На пути к дому отец замедлил шаг, приобнял за плечи здоровой рукой, посмотрел искоса и проговорил:
— Зла не держи за мою глупость, сын. Ты молодец! — и тут же заговорил, как будто ничего и не было. — А землю под столицей я найду! И на тебя запишу. Твоя идея, тебе её в жизнь и воплощать!
— Так я же в училище уеду? — даже остановился от такого неожиданного предложения.
— Училище — это всего лишь два года, — улыбнулся отец. — Они пролетят очень быстро. За это время я только-только подходящий участок найду, оформлю его, план согласую, разрешение получу. Может быть, успею электрическую линию подвести…
— Электричество, это хорошо, — поддакнул. И кивнул на перевязанную руку отца. — Мачехе что говорить будем?
— А так и скажем, отвёрткой ковырнул. А подробности ей знать ни к чему. Верно?
— Верно, — согласился.
— Ах ты, Господи, я и забыл, там же эти Удомские приехали, — увидел знакомую коляску у крыльца отец, схватился за голову в нарочитом ужасе.

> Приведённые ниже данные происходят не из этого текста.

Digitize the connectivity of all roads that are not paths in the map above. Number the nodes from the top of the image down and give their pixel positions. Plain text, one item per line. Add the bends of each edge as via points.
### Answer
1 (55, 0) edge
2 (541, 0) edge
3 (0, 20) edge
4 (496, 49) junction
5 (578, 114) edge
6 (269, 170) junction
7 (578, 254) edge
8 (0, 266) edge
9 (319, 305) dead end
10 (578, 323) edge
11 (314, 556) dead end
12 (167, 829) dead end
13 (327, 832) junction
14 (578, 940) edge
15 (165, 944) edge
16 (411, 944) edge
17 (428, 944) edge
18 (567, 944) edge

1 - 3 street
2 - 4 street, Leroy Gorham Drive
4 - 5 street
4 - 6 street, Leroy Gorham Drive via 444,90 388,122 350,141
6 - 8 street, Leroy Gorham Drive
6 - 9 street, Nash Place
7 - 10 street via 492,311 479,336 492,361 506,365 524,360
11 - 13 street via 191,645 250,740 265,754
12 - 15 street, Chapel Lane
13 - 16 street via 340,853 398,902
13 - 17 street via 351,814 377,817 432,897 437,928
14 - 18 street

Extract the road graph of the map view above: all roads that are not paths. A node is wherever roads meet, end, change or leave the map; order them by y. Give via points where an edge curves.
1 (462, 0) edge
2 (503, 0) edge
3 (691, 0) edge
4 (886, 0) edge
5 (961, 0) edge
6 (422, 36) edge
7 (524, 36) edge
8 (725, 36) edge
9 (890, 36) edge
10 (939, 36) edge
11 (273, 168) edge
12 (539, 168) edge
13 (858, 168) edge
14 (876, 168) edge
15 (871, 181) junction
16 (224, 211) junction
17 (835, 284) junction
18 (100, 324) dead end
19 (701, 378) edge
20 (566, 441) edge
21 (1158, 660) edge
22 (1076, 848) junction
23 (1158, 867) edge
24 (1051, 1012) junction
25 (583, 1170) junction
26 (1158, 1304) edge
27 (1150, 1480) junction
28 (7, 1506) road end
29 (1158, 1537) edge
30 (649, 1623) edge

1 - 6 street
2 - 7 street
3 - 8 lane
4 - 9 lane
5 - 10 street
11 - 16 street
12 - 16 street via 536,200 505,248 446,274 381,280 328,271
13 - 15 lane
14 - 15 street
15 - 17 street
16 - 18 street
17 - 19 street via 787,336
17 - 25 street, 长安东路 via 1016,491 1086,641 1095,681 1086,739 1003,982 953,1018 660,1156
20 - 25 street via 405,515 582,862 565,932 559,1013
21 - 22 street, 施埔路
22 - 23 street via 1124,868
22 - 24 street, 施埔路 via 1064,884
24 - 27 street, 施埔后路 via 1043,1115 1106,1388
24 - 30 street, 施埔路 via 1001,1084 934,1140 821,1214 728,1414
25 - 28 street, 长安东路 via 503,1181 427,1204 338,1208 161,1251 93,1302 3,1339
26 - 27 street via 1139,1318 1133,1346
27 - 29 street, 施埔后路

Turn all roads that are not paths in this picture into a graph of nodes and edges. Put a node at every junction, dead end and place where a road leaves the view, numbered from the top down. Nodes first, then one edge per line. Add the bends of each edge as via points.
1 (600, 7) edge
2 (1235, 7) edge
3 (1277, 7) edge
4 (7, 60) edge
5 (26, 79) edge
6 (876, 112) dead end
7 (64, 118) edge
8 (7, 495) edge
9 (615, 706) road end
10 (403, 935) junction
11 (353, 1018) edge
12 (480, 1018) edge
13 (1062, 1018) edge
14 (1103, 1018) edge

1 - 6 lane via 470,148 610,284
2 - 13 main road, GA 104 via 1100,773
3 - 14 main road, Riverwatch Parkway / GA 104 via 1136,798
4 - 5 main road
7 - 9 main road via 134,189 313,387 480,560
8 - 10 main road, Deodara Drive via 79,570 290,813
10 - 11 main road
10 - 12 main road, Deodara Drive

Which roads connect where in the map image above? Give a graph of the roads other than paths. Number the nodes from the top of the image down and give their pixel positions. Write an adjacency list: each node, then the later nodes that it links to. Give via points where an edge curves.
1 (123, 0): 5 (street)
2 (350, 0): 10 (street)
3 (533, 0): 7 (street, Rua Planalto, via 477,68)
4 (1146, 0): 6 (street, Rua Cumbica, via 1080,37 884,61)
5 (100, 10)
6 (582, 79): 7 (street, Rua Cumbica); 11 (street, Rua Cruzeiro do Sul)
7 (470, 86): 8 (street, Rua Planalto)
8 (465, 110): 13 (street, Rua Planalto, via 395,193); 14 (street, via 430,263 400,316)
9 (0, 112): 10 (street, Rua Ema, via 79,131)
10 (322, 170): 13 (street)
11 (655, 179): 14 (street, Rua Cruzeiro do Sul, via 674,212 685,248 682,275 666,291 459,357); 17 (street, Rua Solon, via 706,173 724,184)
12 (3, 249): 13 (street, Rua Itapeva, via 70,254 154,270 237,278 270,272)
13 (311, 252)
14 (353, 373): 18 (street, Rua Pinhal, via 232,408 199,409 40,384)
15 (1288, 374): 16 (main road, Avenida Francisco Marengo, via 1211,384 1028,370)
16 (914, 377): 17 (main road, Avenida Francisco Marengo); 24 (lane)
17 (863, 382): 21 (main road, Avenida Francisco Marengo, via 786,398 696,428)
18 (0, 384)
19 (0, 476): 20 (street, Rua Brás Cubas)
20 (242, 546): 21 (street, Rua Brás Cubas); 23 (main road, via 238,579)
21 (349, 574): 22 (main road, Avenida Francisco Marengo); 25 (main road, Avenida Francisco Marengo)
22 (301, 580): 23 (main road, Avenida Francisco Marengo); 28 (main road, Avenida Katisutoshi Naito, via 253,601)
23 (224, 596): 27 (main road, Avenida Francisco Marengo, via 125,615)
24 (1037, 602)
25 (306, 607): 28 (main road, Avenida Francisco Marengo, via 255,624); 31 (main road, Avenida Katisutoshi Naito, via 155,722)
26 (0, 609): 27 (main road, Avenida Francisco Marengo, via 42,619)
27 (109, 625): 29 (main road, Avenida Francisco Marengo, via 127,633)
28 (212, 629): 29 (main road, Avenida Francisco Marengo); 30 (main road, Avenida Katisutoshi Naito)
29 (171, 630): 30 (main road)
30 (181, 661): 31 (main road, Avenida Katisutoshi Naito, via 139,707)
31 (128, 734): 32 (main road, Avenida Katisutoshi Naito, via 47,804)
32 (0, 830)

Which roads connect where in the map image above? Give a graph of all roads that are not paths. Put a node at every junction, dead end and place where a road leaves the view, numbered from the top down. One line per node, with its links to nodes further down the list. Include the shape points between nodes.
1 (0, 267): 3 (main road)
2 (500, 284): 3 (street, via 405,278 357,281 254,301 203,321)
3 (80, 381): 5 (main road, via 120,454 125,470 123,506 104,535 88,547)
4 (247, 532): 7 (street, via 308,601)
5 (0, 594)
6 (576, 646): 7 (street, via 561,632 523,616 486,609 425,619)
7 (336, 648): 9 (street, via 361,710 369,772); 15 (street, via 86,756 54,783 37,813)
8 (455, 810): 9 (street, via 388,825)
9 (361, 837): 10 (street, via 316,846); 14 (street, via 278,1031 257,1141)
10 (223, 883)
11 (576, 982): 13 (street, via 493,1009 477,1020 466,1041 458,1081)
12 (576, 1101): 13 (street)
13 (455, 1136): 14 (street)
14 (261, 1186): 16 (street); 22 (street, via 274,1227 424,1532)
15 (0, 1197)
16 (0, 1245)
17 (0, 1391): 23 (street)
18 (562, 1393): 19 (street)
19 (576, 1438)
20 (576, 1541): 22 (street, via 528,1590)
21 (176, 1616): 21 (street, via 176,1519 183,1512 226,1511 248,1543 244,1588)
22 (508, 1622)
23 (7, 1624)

А уж когда близко к дому подошли и в окне женские головки увидели, отец вообще глаза закатил:
— Они же всё видели! Особенно Мария Сергеевна. Я другой такой любопытной курицы в жизни не встречал! Везде ей свой нос сунуть нужно!
— Ты потише говори, а ну как услышат, — стало несколько неудобно от подобных откровений во весь голос.
— А-а, пусть слышат, — махнул рукой отец. — А если и не услышат, так жена всё расскажет, не удержится.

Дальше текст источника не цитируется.